Azure / azure-functions-docker

This repo contains the base Docker images for working with azure functions
MIT License
269 stars 118 forks source link

Signal only works in main thread of the main interpreter #906

Open JanDubcak opened 1 year ago

JanDubcak commented 1 year ago

Issue description:

When I try to trigger robot frameork tests with pabot using http_trigger i get following error (happy pass and steps to reproduce is a bit lower): Is there an issue with signal handling inside of threads and azure functions?

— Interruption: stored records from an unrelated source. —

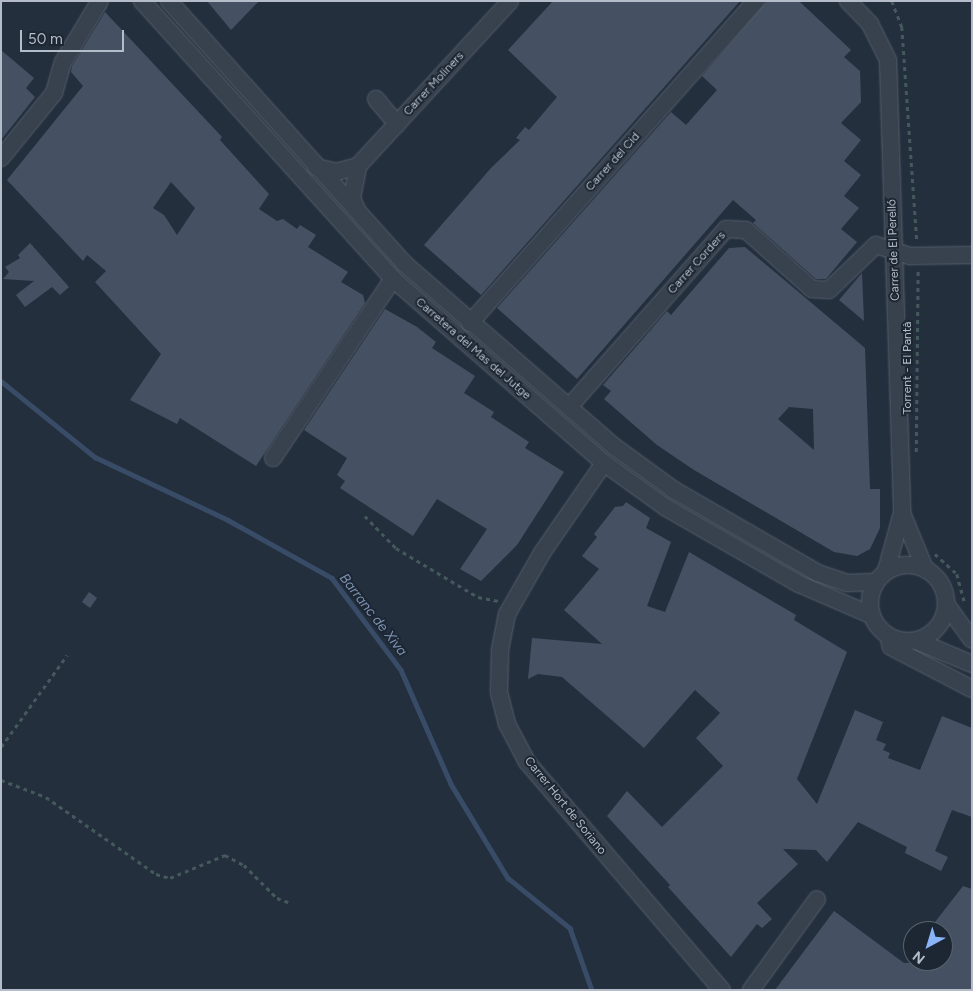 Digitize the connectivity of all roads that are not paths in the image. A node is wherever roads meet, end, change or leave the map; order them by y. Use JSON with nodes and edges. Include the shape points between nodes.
{"nodes":[{"id":1,"x":100,"y":1,"type":"edge"},
{"id":2,"x":142,"y":1,"type":"edge"},
{"id":3,"x":169,"y":1,"type":"edge"},
{"id":4,"x":510,"y":1,"type":"edge"},
{"id":5,"x":756,"y":1,"type":"edge"},
{"id":6,"x":853,"y":3,"type":"edge"},
{"id":7,"x":376,"y":99,"type":"dead end"},
{"id":8,"x":397,"y":124,"type":"junction"},
{"id":9,"x":1,"y":158,"type":"edge"},
{"id":10,"x":358,"y":166,"type":"junction"},
{"id":11,"x":316,"y":167,"type":"junction"},
{"id":12,"x":359,"y":214,"type":"junction"},
{"id":13,"x":893,"y":250,"type":"junction"},
{"id":14,"x":972,"y":255,"type":"edge"},
{"id":15,"x":393,"y":280,"type":"junction"},
{"id":16,"x":470,"y":324,"type":"junction"},
{"id":17,"x":568,"y":407,"type":"junction"},
{"id":18,"x":273,"y":458,"type":"dead end"},
{"id":19,"x":604,"y":463,"type":"junction"},
{"id":20,"x":902,"y":512,"type":"junction"},
{"id":21,"x":925,"y":568,"type":"junction"},
{"id":22,"x":880,"y":577,"type":"junction"},
{"id":23,"x":946,"y":604,"type":"junction"},
{"id":24,"x":871,"y":615,"type":"junction"},
{"id":25,"x":889,"y":637,"type":"junction"},
{"id":26,"x":972,"y":640,"type":"edge"},
{"id":27,"x":917,"y":641,"type":"junction"},
{"id":28,"x":972,"y":664,"type":"edge"},
{"id":29,"x":972,"y":689,"type":"edge"},
{"id":30,"x":817,"y":900,"type":"dead end"},
{"id":31,"x":722,"y":990,"type":"edge"},
{"id":32,"x":751,"y":990,"type":"edge"}],
"edges":[{"from":1,"to":9,"type":"street","via":[[64,62],[54,92]]},
{"from":2,"to":15,"type":"street","name":"Carretera del Mas del Jutge"},
{"from":3,"to":11,"type":"street","name":"Carretera del Mas del Jutge"},
{"from":4,"to":8,"type":"street","name":"Carrer Moliners"},
{"from":5,"to":16,"type":"street","name":"Carrer del Cid"},
{"from":6,"to":13,"type":"street","name":"Carrer de El Perelló","via":[[870,24],[888,60]]},
{"from":7,"to":8,"type":"street"},
{"from":8,"to":10,"type":"street","name":"Carrer Moliners"},
{"from":10,"to":11,"type":"street","via":[[336,172]]},
{"from":10,"to":12,"type":"street","via":[[352,198]]},
{"from":11,"to":12,"type":"street","name":"Carretera del Mas del Jutge"},
{"from":12,"to":16,"type":"street","name":"Carretera del Mas del Jutge","via":[[404,264]]},
{"from":13,"to":14,"type":"street","via":[[918,256]]},
{"from":13,"to":17,"type":"street","name":"Carrer Corders","via":[[876,245],[829,290],[812,289],[746,230],[726,229]]},
{"from":13,"to":20,"type":"street","name":"Carrer de El Perelló"},
{"from":15,"to":18,"type":"street"},
{"from":15,"to":19,"type":"street","name":"Carretera del Mas del Jutge"},
{"from":16,"to":17,"type":"street","name":"Carretera del Mas del Jutge"},
{"from":17,"to":22,"type":"street","name":"Carretera del Mas del Jutge","via":[[615,447],[674,490],[818,573],[847,583]]},
{"from":19,"to":24,"type":"street","name":"Carretera del Mas del Jutge","via":[[665,507],[791,579]]},
{"from":19,"to":31,"type":"street","name":"Carrer Hort de Soriano","via":[[570,510],[512,604],[500,651],[499,692],[507,724],[527,762]]},
{"from":20,"to":21,"type":"street"},
{"from":20,"to":22,"type":"street"},
{"from":21,"to":22,"type":"street","via":[[898,566]]},
{"from":21,"to":23,"type":"street","via":[[944,590]]},
{"from":22,"to":24,"type":"street","via":[[870,593]]},
{"from":23,"to":26,"type":"street"},
{"from":23,"to":27,"type":"street","via":[[938,628]]},
{"from":24,"to":25,"type":"street","via":[[878,628]]},
{"from":25,"to":27,"type":"street","via":[[903,642]]},
{"from":25,"to":29,"type":"street","via":[[890,648]]},
{"from":27,"to":28,"type":"street"},
{"from":30,"to":32,"type":"street"}]}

Many thanks for any response.

Function.rfBrowser[3]
      Executed 'Functions.rfBrowser' (Failed, Id=4967c840-f90b-450b-9859-0fd7befcf1a9, Duration=11ms)
      Microsoft.Azure.WebJobs.Host.FunctionInvocationException: Exception while executing function: Functions.rfBrowser
       ---> Microsoft.Azure.WebJobs.Script.Workers.Rpc.RpcException: Result: Failure
      Exception: ValueError: signal only works in main thread of the main interpreter
      Stack:   File "/azure-functions-host/workers/python/3.10/LINUX/X64/azure_functions_worker/dispatcher.py", line 479, in _handle__invocation_request
          call_result = await self._loop.run_in_executor(
        File "/usr/local/lib/python3.10/concurrent/futures/thread.py", line 58, in run
          result = self.fn(*self.args, **self.kwargs)
        File "/azure-functions-host/workers/python/3.10/LINUX/X64/azure_functions_worker/dispatcher.py", line 752, in _run_sync_func
          return ExtensionManager.get_sync_invocation_wrapper(context,
        File "/azure-functions-host/workers/python/3.10/LINUX/X64/azure_functions_worker/extension.py", line 215, in _raw_invocation_wrapper
          result = function(**args)
        File "/home/site/wwwroot/rfBrowser/__init__.py", line 6, in main
          robot_rc = main_program(["./rfBrowser/test.robot"])
        File "/usr/local/lib/python3.10/site-packages/pabot/pabot.py", line 1919, in main_program
          _parallel_execute(
        File "/usr/local/lib/python3.10/site-packages/pabot/pabot.py", line 1319, in _parallel_execute
          original_signal_handler = signal.signal(signal.SIGINT, keyboard_interrupt)
        File "/usr/local/lib/python3.10/signal.py", line 56, in signal
          handler = _signal.signal(_enum_to_int(signalnum), _enum_to_int(handler))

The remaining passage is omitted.